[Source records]
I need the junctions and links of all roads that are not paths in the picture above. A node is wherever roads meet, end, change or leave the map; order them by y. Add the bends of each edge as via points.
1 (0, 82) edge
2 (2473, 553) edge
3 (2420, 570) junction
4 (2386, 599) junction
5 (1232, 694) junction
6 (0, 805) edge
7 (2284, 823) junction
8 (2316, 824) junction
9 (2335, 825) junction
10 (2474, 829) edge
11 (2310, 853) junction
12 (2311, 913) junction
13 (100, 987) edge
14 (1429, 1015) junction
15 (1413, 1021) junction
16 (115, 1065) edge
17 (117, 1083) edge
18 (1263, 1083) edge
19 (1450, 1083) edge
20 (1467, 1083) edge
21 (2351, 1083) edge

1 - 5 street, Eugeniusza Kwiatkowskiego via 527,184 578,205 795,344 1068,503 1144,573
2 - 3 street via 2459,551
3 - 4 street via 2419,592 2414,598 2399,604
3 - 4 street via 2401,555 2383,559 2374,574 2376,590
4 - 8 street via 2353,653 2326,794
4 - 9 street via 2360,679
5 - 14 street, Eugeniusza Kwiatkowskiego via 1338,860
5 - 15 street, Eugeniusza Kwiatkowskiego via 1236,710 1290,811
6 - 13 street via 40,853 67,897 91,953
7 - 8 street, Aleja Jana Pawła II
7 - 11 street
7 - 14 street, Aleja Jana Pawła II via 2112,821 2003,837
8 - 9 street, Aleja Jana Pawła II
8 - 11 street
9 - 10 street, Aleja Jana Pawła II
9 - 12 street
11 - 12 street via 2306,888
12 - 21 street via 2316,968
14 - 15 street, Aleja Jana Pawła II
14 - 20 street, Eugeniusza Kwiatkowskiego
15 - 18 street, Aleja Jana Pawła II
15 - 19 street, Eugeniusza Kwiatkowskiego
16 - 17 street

> _Task details_:
If a line above holds the string "Kwiatkowskiego", copy it out.

> _Final answer_:
1 - 5 street, Eugeniusza Kwiatkowskiego via 527,184 578,205 795,344 1068,503 1144,573
5 - 14 street, Eugeniusza Kwiatkowskiego via 1338,860
5 - 15 street, Eugeniusza Kwiatkowskiego via 1236,710 1290,811
14 - 20 street, Eugeniusza Kwiatkowskiego
15 - 19 street, Eugeniusza Kwiatkowskiego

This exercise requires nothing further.